By Frederic and Mary Ann Brussat

 

The Goodbye Girl
Directed by Herbert Ross
Warner Home Video 11/77 DVD/VHS Feature Film
PG

"He's cute. He reminds me of a dog nobody wants," says eleven-year old Lucy McFadden of Elliott Garfield, an actor from Chcago who is forced by unusual circumstances to live with Lucy and her mother Paula in their cramped New York City apartment. Can a dumped-on former chorus line dancer and her precocious kid (who doesn't like to called a kid) find happiness with a guitar-playing, early morning and meditating health food nut from the Midwest? That is the romantic question at the heart of this bittersweet love story written by Neil Simon.

The three main characters in The Goodbye Girl are always on edge. Paula's been hurt by affairs with actors far too often; not wanting to get hurt again, she is always yelling at Elliot the intruder.
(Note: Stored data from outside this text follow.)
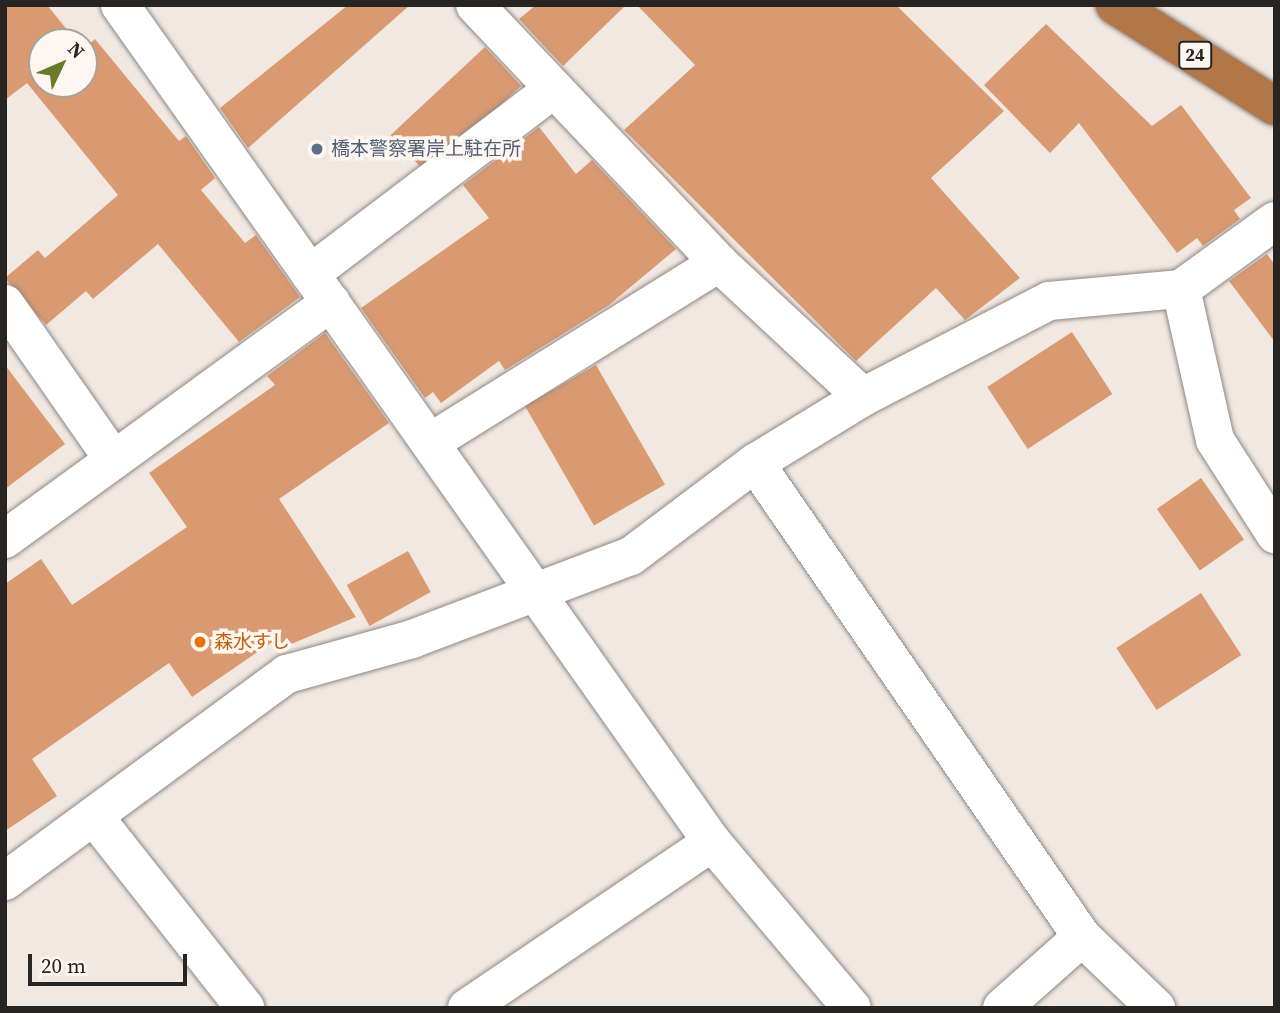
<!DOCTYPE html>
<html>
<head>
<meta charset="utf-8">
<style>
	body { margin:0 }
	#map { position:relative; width:1280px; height:1013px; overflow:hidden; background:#f2e8e2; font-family:"Source Serif 4","Noto Sans JP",serif }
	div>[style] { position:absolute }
	.building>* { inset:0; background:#d99a71; transform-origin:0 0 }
	.roads { filter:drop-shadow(0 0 2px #908782) drop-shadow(0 0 2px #908782) }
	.minor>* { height:38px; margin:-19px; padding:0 19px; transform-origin:19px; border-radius:19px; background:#fff }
	.highway>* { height:38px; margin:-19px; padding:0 19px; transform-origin:19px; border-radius:19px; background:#b37747 }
	.dots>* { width:19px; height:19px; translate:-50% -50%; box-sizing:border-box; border:4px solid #fef6f1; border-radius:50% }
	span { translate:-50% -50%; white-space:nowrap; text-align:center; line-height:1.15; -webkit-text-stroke:7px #fef6f1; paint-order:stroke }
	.shield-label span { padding:2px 5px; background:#fef6f1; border:2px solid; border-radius:5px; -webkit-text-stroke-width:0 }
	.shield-label { font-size:18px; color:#272422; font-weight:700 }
	.service-label { font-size:19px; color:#4e5e75 }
	.left { translate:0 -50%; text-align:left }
	.food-label { font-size:19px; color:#c56008 }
	.frame { position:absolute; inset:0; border:7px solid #272422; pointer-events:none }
	.north { position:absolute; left:28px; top:28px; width:70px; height:70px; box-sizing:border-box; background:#fef6f1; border:2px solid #a8a29e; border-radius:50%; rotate:46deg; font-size:19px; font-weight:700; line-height:28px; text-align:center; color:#272422 }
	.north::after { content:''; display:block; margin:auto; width:24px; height:32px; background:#687b2b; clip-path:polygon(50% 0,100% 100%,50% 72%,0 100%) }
	.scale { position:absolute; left:28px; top:954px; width:159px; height:32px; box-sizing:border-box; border:4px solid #272422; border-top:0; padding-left:9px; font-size:21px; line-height:24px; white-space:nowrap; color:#272422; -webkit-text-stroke:5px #fef6f1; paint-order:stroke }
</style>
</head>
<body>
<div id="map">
	<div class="building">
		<div style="clip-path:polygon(5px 5px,47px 5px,77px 42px,42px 42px,42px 84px,84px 84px,84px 49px,95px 39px,179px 141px,186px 136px,215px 178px,201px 190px,245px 243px,256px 235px,300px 297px,239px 342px,158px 244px,93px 299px,86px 291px,46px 325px,5px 278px,38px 250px,45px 258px,118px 195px,27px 83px,5px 100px)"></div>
		<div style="clip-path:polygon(348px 5px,410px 5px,248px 148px,220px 108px)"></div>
		<div style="clip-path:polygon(536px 5px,626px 5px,563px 66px,519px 19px)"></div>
		<div style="clip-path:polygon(637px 5px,896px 5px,1004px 111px,931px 178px,1020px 278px,965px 320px,936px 288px,856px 361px,624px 130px,695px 65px)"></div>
		<div style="clip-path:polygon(1046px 24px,1152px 126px,1181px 105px,1251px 198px,1234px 210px,1240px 219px,1203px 246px,1197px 238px,1177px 253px,1079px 123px,1050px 153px,984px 85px)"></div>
		<div style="left:485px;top:47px;width:53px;height:129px;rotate:47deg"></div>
		<div style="clip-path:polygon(539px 127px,576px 174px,592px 160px,676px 249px,609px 305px,505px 370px,499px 361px,441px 403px,433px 392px,425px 398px,361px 308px,489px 218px,463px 185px)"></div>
		<div style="clip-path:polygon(1267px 254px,1275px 265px,1275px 342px,1229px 281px)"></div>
		<div style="left:1072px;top:332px;width:74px;height:101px;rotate:57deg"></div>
		<div style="clip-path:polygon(325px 333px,389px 423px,279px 499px,356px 617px,284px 647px,278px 638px,192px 697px,169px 663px,32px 759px,57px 796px,5px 831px,5px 584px,41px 559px,72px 605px,187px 527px,149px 473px,275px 385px,267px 376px)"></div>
		<div style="clip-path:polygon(5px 365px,65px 444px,5px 489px)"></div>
		<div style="left:596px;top:365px;width:138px;height:82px;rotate:60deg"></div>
		<div style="left:1201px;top:478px;width:75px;height:54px;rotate:55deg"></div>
		<div style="left:408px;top:551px;width:47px;height:70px;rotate:61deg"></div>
		<div style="left:1201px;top:593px;width:74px;height:101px;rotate:57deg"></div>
	</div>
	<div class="roads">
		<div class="minor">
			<div style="left:120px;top:5px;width:1025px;rotate:54.73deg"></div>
			<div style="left:712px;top:842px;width:217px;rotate:49.9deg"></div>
			<div style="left:310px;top:274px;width:304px;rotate:-37.2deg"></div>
			<div style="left:1181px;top:289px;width:155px;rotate:77.3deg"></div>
			<div style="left:1215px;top:440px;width:112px;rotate:57.4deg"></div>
			<div style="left:5px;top:304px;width:190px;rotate:55.1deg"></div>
			<div style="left:863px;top:397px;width:209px;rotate:-27.3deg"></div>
			<div style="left:1049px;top:301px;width:133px;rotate:-5.2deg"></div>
			<div style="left:1181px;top:289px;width:116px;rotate:-35.9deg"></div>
			<div style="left:431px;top:442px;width:339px;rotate:-31.9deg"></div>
			<div style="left:755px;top:463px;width:576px;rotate:55.4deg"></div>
			<div style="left:1082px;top:937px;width:103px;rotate:43.8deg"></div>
			<div style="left:5px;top:539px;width:403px;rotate:-36deg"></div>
			<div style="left:96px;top:819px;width:241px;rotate:51.7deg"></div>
			<div style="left:5px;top:881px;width:350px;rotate:-36.3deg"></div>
			<div style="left:287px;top:674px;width:130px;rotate:-15.6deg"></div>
			<div style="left:412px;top:639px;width:234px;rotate:-20.8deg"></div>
			<div style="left:631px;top:556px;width:155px;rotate:-36.9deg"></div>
			<div style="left:755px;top:463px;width:127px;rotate:-31.4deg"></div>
			<div style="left:863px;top:397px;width:197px;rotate:-137.1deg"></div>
			<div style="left:719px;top:263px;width:355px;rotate:-133.4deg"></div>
			<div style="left:467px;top:1008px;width:296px;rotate:-34.1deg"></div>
			<div style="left:1002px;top:1008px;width:107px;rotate:-41.6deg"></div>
		</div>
		<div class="highway">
			<div style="left:1115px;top:5px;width:189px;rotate:32.3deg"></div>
		</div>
	</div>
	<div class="dots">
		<div style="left:317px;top:149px;background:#5c6f8a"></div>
		<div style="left:200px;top:642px;background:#e8710a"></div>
	</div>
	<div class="shield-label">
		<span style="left:1195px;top:55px">24</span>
	</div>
	<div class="service-label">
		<span class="left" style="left:331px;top:149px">橋本警察署岸上駐在所</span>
	</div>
	<div class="food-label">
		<span class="left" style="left:214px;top:642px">森水すし</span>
	</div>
	<div class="frame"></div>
	<div class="north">N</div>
	<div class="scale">20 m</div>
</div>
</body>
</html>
The actor is unhappy when his stage ambitions are frustrated by a director who insists he play Richard II as a flaming homosexual. And young Lucy is apprehensive about being deserted once again. Herbert Ross directs Marsha Mason as Paula, Richard Dreyfuss as Elliott, and Quinn Cummings as Lucy in this fitfully funny love story. This plot bogs down too often in shouting sessions but ends on a happy note. If you — like Paula — are a "sucker for romance" you may enjoy The Goodbye Girl. If you are rubbed the wrong way by strains and clashes in romances following a bumpy course, you may want to skip The Goodbye Girl.